Saturday, April 23, 2022

April 23, 1931: "The Public Enemy" Premieres

April 23, 1931: The Public Enemy premieres, based on Beer and Blood, a novel by John Bright and Kubec Glasmon. It is directed by William Wellman, and starring James Cagney. It wasn't the 1st great gangster movie -- Little Caesar, starring Edward G. Robinson, had premiered 3 months earlier -- but it made Cagney the defining gangster portrayer.

The term "public enemy" dates back to ancient Rome: "Hostis publicus" in the Latin of the time. The French Revolution used the term "ennemi du peuple," or "enemy of the people." In 1930, Frank Loesch, Chairman of the Chicago Crime Commission, used the term to describe the city's leading gangster Al Capone. This led to the use of the phrase in the title of the film.

Later, the phrase was used by FBI Director J. Edgar Hoover, to describe not just outlaws, but fugitives, men on the run from the law, whereas Capone, until his arrest for tax evasion, could sit tight and not really worry. Hoover had the FBI officially label bank robber John Dillinger "Public Enemy Number 1." After Dillinger was killed the title was given to others, eventually evolving into the FBI Ten Most Wanted Fugitives list. In 1985, rapper Carlton Ridenhour, a.k.a. Chuck D, named his group "Public Enemy," due to their distaste with law enforcement and its frequent racist actions.

James Francis Cagney Jr. was born on July 17, 1899 at 391 East 8th Street, between Avenues C and D, on Manhattan's Lower East Side.

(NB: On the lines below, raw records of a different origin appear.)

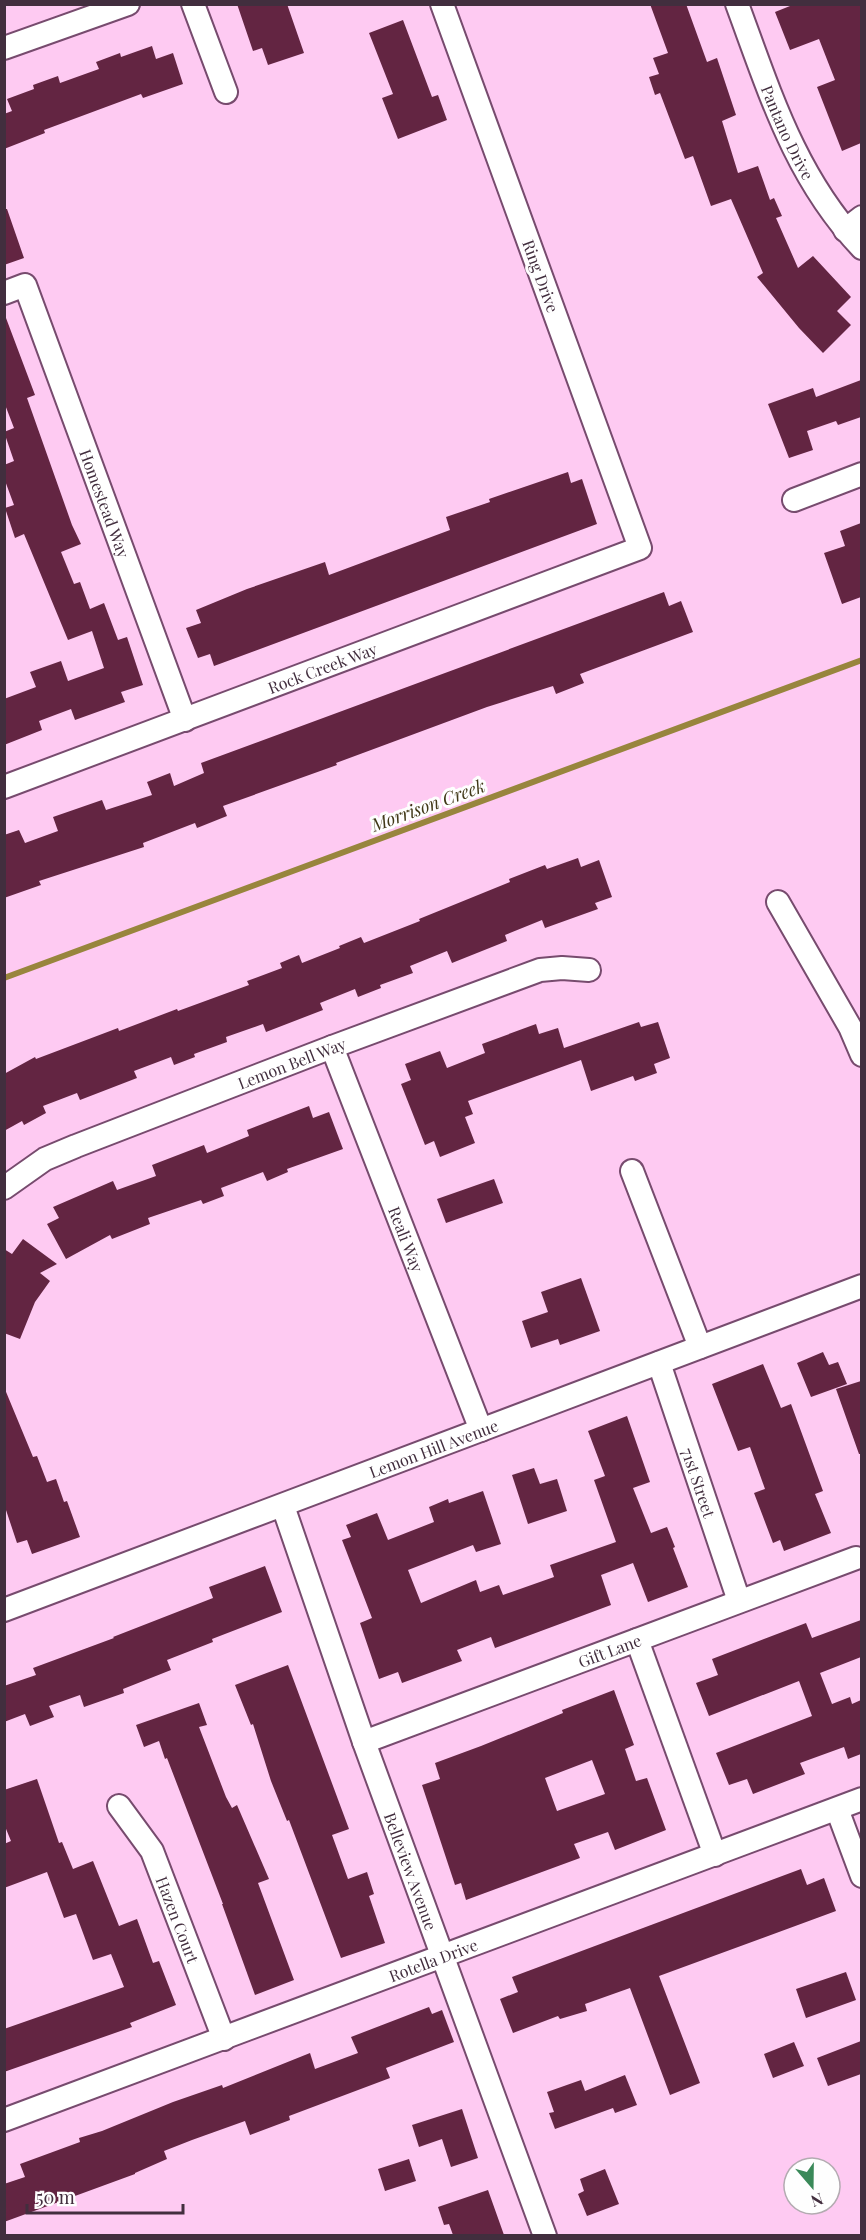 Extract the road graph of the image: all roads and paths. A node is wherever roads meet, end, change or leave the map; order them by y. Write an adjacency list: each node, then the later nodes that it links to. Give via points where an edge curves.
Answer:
1 (128, 4): 5 (street)
2 (194, 4): 6 (street)
3 (442, 4): 12 (street, Ring Drive)
4 (737, 4): 7 (street, Pantano Drive, via 794,152 816,190)
5 (4, 48)
6 (226, 92)
7 (853, 223): 8 (street, Pantano Drive)
8 (861, 248)
9 (15, 289): 13 (street, Homestead Way)
10 (861, 474): 11 (street)
11 (794, 500)
12 (640, 549): 13 (street, Rock Creek Way)
13 (185, 720): 14 (street, Rock Creek Way)
14 (4, 787)
15 (778, 902): 18 (street, via 850,1027)
16 (589, 970): 17 (street, Lemon Bell Way, via 540,970)
17 (332, 1047): 20 (street, Lemon Bell Way, via 45,1159); 24 (street, Reali Way)
18 (861, 1055)
19 (632, 1171): 22 (street)
20 (4, 1188)
21 (861, 1286): 22 (street, Lemon Hill Avenue)
22 (700, 1347): 23 (street, Lemon Hill Avenue)
23 (659, 1363): 24 (street, Lemon Hill Avenue); 27 (street, 71st Street)
24 (481, 1430): 25 (street, Lemon Hill Avenue)
25 (283, 1506): 28 (street, Lemon Hill Avenue); 30 (street, Belleview Avenue)
26 (856, 1557): 27 (street, Gift Lane)
27 (739, 1601): 29 (street, Gift Lane)
28 (4, 1610)
29 (637, 1640): 30 (street, Gift Lane); 34 (street)
30 (364, 1742): 36 (street, Belleview Avenue)
31 (861, 1800): 33 (street, Rotella Drive)
32 (119, 1806): 37 (street, Hazen Court, via 152,1851)
33 (837, 1809): 34 (street, Rotella Drive); 35 (street)
34 (715, 1855): 36 (street, Rotella Drive)
35 (861, 1876)
36 (443, 1957): 37 (street, Rotella Drive); 39 (street, Belleview Avenue)
37 (224, 2038): 38 (street, Rotella Drive)
38 (4, 2120)
39 (545, 2235)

Sidney Zion, a columnist for the New York Daily News, listed him as one of "The Century Seven," 7 people born in 1899, the last year of the 19th Century, whose work guided American popular culture through much of the 20th Century. They were: Duke Ellington, born on April 29; Fred Astaire, May 10; James Cagney, July 17; Alfred Hitchcock, August 13; Hoagy Carmichael, November 22; Noël Coward, December 16; and Humphrey Bogart, December 25.

If Jimmy Cagney had his druthers, he wouldn't have become known for gangster movies. Like Fred Astaire, and like George Raft, who not only played gangsters but worked for some before becoming a star, he started out as a dancer.

And he was good enough to play the great Broadway showman George M. Cohan in the 1942 film Yankee Doodle Dandy, winning the Academy Award for Best Actor. It was this combination of playing showmen and tough guys that led actor Michael J. Fox to later say, "In acting school, everybody else wanted to be James Dean. I wanted to be James Cagney."

But his roles in gangster movies most him an icon. In The Public Enemy, he played Tom Powers, a Chicago street tough rising through the ranks of gangsters in the early 20th Century, boosted by Prohibition. Mae Questel played Kitty, his first girlfriend. Early in the film, they argue during breakfast, and he pushes half a grapefruit into her face. The scene is rough, but the still photos, including the one shown above, made it look even meaner.

He dumps Kitty for Gwen, played by the top "blonde bombshell" of the time, Jean Harlow. He doesn't get to enjoy her for long, though, as he meets a typical gangster's fate of getting gunned down in the gang war that his actions launched.

Cagney went on to play a lot of tough guys: Boxers, military men, and, yes, lawmen. Playing a con artist in the 1931 film Blonde Crazy, he called somebody, "That dirty, double-crossin' rat!" Playing a cabdriver in the 1932 film Taxi!, he pulled a gun, and told an enemy, "Come out and take it, you dirty, yellow-bellied rat, or I'll give it to you through the door!" From that point onward, anybody doing an impression of Cagney would say, "You dirty rat!" But the quote was never quite accurate.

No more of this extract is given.